Mahatma Gandhi - A Brief Overview


M.K. Gandhi, a Bar-at-Law, alias a naked fakir, as Sir Winston Churchil was wont to call him, began his social activism in South Africa in the early 1900's as an Indian immigrant. Once there he observed the rampant discrimination against the Indians and the local populace. He even experienced it first-hand when once on a train journey to Pretoria he was ordered by the  white stagecoach driver to give up his seat to a Eurpean passenger. Gandhi who was holding a valid first-class ticket, refused.angered the driver threw him out of the train. That train journey served as the turning point for Gandhi. He decided to lauch his fight against injustice. The satyagraha movement was born.

A Brief Overview:

Gandhi was born on October 2, 1869, at Porbandar, in the present-day Indian state of Gujarat. His father was the dewan (chief minister) of Porbandar. At the age of 19, Mohandas left home to study law in London at the Inner Temple.

When he returned to India in mid-1891, he set up a law practice in Bombay, but met with little success. When an Indian firm offered him a position in South Africa he readily accepted and left with his wife, Kasturbai, and their children.

Gandhi remained in South Africa for nearly 20 years there he led a campaign of civil disobedience that lasted for eight years. Hundreds of Indians were thrown into jail, were flogged and even shot. However, finally, the government caved in. The Indians got some important concessions. Mission successful Gandhi left for India.
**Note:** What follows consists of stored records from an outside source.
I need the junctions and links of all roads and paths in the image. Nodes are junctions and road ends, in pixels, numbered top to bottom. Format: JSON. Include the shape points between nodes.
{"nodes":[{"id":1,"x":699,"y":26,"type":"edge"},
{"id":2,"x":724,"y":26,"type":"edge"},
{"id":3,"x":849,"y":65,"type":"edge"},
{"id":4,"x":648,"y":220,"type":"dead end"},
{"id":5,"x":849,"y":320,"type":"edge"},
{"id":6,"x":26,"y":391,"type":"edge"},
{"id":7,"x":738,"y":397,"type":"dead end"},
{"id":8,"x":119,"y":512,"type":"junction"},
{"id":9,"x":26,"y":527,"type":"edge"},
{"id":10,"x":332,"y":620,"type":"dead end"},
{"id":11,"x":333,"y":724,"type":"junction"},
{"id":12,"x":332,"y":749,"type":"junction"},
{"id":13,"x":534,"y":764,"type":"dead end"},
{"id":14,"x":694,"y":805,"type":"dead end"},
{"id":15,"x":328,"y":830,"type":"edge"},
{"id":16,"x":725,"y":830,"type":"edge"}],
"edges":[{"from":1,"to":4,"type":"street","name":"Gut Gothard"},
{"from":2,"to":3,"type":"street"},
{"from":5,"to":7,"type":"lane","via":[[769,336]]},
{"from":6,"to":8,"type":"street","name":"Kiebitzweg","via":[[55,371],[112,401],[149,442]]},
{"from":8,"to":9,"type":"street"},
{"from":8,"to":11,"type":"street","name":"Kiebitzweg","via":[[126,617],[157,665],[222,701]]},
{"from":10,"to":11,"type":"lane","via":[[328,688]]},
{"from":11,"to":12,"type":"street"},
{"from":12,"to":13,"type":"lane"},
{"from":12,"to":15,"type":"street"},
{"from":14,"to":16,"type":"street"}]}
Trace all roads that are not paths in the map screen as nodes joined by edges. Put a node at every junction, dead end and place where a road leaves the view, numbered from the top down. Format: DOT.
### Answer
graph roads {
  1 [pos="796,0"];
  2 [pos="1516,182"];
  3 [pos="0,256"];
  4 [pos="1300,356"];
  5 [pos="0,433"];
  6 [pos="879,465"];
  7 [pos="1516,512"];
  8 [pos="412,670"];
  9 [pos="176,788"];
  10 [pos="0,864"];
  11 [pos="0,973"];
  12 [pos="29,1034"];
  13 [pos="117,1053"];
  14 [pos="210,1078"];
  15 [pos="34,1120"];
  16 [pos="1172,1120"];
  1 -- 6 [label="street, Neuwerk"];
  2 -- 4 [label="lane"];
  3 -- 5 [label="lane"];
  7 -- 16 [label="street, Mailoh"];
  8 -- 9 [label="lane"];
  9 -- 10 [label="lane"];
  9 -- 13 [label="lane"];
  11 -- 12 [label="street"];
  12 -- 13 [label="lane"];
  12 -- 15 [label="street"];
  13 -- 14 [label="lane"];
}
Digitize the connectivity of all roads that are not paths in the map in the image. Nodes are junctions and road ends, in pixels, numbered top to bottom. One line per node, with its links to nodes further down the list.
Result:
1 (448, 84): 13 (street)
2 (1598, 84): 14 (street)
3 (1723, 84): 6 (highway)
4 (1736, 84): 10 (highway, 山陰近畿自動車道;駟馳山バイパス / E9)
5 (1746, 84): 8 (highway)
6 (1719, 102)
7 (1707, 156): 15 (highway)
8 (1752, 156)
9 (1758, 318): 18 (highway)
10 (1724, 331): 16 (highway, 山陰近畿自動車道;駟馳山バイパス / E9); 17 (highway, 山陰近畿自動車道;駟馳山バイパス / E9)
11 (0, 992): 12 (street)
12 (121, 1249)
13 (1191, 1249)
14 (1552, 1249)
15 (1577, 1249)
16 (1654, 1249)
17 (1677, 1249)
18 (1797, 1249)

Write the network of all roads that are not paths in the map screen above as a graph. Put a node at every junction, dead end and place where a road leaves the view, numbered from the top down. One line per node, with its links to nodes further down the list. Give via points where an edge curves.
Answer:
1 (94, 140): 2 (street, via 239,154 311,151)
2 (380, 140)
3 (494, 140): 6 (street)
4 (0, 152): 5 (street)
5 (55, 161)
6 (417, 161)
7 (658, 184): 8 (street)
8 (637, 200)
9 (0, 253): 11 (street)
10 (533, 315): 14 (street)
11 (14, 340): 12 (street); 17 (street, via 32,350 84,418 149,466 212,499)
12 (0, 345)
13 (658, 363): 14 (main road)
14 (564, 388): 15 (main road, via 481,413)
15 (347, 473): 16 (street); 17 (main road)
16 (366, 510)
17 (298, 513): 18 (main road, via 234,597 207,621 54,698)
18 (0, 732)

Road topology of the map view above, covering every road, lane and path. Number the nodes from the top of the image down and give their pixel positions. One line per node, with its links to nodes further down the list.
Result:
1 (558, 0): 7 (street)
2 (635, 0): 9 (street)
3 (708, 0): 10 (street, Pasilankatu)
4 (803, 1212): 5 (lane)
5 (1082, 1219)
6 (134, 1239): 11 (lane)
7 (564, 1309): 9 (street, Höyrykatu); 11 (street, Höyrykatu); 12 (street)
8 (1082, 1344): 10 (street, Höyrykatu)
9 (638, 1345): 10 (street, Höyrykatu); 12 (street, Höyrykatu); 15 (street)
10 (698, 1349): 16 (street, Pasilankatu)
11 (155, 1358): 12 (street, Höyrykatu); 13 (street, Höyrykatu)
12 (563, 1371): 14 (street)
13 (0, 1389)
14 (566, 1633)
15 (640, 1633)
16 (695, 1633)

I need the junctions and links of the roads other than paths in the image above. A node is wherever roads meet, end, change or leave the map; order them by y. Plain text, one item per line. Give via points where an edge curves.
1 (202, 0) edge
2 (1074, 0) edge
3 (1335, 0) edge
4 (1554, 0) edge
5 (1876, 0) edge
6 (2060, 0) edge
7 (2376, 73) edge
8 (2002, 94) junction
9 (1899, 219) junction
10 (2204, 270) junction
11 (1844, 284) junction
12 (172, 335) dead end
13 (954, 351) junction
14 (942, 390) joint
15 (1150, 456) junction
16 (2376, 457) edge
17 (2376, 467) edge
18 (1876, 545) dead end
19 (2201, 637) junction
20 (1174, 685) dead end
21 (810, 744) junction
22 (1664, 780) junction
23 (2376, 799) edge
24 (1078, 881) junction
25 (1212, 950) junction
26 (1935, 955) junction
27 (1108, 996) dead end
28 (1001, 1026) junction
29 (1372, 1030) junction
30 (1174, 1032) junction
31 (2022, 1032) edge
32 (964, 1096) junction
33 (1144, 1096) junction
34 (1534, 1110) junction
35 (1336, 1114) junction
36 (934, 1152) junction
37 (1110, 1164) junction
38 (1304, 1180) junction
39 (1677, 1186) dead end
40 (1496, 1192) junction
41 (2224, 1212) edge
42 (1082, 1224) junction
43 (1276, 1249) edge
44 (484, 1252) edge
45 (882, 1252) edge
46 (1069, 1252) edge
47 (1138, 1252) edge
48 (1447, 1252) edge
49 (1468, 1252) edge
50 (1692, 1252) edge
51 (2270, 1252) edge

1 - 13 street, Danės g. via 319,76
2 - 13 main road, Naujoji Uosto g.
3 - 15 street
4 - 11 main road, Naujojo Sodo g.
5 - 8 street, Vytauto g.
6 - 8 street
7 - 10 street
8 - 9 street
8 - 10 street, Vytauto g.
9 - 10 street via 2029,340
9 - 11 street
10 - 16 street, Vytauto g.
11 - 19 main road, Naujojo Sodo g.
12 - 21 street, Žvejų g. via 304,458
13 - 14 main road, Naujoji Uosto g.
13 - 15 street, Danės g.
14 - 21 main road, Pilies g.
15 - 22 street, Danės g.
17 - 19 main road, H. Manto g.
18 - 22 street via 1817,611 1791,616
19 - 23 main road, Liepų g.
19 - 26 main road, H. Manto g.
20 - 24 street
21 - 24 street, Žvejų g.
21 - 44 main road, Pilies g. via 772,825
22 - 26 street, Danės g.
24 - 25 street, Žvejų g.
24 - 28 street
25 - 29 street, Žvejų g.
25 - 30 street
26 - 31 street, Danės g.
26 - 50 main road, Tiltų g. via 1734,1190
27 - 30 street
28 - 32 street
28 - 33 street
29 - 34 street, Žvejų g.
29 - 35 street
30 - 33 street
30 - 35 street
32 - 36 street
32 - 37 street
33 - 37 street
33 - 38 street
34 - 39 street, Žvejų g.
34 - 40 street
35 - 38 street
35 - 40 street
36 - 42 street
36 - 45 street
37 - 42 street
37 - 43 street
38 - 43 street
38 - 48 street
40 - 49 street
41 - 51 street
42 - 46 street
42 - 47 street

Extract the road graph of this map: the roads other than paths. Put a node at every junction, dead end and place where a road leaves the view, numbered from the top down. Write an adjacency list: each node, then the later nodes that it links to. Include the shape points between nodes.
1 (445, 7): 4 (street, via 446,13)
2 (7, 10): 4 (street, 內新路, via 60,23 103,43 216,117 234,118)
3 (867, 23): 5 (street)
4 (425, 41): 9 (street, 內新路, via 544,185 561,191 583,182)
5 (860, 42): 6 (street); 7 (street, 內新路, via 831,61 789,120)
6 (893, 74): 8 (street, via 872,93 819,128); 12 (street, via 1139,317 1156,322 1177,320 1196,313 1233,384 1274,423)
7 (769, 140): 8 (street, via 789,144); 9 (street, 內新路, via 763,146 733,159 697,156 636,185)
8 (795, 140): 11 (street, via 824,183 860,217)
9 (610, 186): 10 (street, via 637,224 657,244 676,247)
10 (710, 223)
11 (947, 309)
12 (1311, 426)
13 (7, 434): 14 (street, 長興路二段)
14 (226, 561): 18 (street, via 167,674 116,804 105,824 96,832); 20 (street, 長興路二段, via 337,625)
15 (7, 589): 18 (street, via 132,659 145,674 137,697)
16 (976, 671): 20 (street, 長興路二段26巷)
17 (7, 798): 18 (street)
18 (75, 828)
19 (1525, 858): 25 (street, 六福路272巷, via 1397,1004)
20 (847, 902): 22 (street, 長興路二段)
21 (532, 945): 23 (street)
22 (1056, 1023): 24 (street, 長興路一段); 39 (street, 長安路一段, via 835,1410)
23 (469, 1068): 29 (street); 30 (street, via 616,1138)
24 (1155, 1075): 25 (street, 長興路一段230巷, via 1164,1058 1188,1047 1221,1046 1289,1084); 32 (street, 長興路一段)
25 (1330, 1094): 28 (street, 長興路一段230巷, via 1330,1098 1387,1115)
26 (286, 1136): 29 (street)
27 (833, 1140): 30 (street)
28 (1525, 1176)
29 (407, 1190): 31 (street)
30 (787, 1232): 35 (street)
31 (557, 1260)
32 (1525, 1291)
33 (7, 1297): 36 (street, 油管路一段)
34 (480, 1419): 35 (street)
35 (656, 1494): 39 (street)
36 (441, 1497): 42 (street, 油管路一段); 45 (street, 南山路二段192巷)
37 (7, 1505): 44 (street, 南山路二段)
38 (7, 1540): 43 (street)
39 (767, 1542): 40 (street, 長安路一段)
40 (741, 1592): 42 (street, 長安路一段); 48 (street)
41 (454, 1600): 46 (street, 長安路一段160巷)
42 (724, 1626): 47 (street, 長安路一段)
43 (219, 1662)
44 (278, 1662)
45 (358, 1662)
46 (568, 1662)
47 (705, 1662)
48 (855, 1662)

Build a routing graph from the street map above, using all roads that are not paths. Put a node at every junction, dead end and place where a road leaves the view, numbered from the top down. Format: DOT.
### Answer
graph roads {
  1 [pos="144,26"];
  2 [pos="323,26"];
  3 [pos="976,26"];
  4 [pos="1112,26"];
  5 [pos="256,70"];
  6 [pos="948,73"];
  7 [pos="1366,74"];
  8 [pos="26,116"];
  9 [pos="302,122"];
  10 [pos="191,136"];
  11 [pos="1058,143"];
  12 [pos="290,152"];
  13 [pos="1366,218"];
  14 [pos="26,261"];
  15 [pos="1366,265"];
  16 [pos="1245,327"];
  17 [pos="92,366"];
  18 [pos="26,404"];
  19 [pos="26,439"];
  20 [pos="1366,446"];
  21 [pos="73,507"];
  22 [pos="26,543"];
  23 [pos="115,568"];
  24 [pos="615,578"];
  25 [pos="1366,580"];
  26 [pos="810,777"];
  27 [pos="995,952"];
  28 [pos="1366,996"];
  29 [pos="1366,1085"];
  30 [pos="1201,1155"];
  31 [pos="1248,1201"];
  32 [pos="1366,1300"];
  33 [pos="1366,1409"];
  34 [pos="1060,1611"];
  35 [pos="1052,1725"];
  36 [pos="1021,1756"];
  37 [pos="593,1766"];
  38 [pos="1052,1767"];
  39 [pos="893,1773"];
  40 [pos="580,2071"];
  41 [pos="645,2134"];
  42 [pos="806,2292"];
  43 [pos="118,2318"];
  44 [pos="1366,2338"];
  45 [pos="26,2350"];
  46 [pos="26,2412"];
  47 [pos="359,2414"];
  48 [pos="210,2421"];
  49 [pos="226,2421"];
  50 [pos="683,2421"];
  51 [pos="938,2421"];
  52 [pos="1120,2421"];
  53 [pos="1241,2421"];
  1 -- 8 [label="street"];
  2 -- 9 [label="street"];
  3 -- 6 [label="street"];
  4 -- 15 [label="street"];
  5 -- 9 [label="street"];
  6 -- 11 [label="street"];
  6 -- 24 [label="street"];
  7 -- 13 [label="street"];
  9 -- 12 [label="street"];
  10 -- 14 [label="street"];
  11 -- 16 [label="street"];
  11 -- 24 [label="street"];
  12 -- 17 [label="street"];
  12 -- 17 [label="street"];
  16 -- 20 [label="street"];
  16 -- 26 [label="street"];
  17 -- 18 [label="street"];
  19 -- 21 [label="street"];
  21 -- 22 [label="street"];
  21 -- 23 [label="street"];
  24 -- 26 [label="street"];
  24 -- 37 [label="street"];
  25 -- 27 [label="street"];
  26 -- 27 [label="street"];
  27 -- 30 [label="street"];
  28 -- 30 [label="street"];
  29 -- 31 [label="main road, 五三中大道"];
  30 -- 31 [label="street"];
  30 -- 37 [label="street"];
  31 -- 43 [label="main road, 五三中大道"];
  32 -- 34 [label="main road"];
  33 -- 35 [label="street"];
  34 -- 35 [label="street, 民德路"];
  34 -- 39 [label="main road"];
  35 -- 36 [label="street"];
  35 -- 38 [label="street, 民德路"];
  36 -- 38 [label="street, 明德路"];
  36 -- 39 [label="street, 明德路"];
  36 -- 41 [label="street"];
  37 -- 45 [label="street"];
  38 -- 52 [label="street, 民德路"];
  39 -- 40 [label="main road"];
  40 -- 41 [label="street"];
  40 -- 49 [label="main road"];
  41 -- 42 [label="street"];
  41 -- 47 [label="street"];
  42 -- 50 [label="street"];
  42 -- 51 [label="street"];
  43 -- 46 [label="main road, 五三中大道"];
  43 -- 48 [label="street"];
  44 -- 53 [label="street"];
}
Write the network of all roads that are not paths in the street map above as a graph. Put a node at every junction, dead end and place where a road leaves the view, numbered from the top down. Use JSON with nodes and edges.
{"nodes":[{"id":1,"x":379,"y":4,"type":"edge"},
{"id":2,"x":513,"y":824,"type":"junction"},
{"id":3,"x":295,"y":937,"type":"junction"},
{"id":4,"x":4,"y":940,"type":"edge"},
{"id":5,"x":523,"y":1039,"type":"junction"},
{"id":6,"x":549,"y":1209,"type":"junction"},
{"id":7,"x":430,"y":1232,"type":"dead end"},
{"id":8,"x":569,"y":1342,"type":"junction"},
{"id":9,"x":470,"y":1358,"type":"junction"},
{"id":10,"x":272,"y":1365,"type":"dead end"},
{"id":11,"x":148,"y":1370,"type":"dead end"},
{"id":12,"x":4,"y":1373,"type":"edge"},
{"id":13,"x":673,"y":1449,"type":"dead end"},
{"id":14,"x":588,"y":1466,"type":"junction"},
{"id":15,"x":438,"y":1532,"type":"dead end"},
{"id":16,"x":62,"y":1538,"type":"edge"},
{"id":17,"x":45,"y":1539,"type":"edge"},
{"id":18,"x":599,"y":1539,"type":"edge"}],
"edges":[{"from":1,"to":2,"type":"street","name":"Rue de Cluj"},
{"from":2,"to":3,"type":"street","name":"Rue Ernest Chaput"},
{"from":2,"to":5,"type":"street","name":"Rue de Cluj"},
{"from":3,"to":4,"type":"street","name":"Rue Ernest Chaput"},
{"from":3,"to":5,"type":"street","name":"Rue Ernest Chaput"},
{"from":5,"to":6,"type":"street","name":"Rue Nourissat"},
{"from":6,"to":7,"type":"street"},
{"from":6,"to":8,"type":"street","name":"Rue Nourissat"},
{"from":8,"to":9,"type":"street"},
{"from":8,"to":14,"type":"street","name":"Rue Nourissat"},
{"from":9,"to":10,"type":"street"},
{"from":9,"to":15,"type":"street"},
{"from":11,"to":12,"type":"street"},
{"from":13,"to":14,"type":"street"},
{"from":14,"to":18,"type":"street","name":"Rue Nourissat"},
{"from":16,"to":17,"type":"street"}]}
In 1919, Gandhi launched satyagraha nonviolent non-cooperation campaign for home rule. He advocated the manufacture of khadi cloth to replace imported textiles from Britain and also called for the boycott of all British goods. The colonial government levied a tax on salt. Aware of the impact that it would have on the country, especially the poor, he decided to launch a new cilivil disobedience movent and make our own salt. With thousands of followers he marched from Dandi to Bombay

In 1931, Gandhi attended the Round Table Conference in London on behalf of the Indian National Congress. It was at that time that Sir Winston Churchill called him "the half-naked fakir." 

On his return Gandhi began a series of hunger strikes in protest of the treatment of India’s so-called “untouchables” (the poorer classes), whom he renamed Harijans, or “children of God.”

In 1934, Gandhi had announced his retirement from politics in, as well as his resignation from the Congress Party, as he wanted to work within rural communities. However, when World War 2 broke out he was drawn back into active politics.

To fight the war, the British needed the help of the Indian army. Gandhi agreed on the condition that the British withdrew from India in return for the cooperation. When the war ended, negotiations over Indian home rule began. Finally, in 1947 Britain granted India its independence but split the country into two dominions: India and Pakistan.

On 30th January 1948, Gandhi was on his way to an evening prayer meeting in Delhi when he was shot to death by Nathuram Godse, a Hindu fanatic. The shocked nation, more than a million strong, poured out from their homes to accompany Gandhi’s body through the streets of the city up to the banks of the holy Yamuna River where he was cremated.

Gandhi is revered all over the world to this day. His portraits hand in many galleries and statues of him stand in many a public square in different parts of the world. His work has gained the admiration of people around the globe and many a freedom fighter, such as Nelson Mandela, Martin Luther King, Jr., and others have followed his path of non-violence to achieve their goals.

And to this day his words of wisdom still inspire and resonate in many a heart.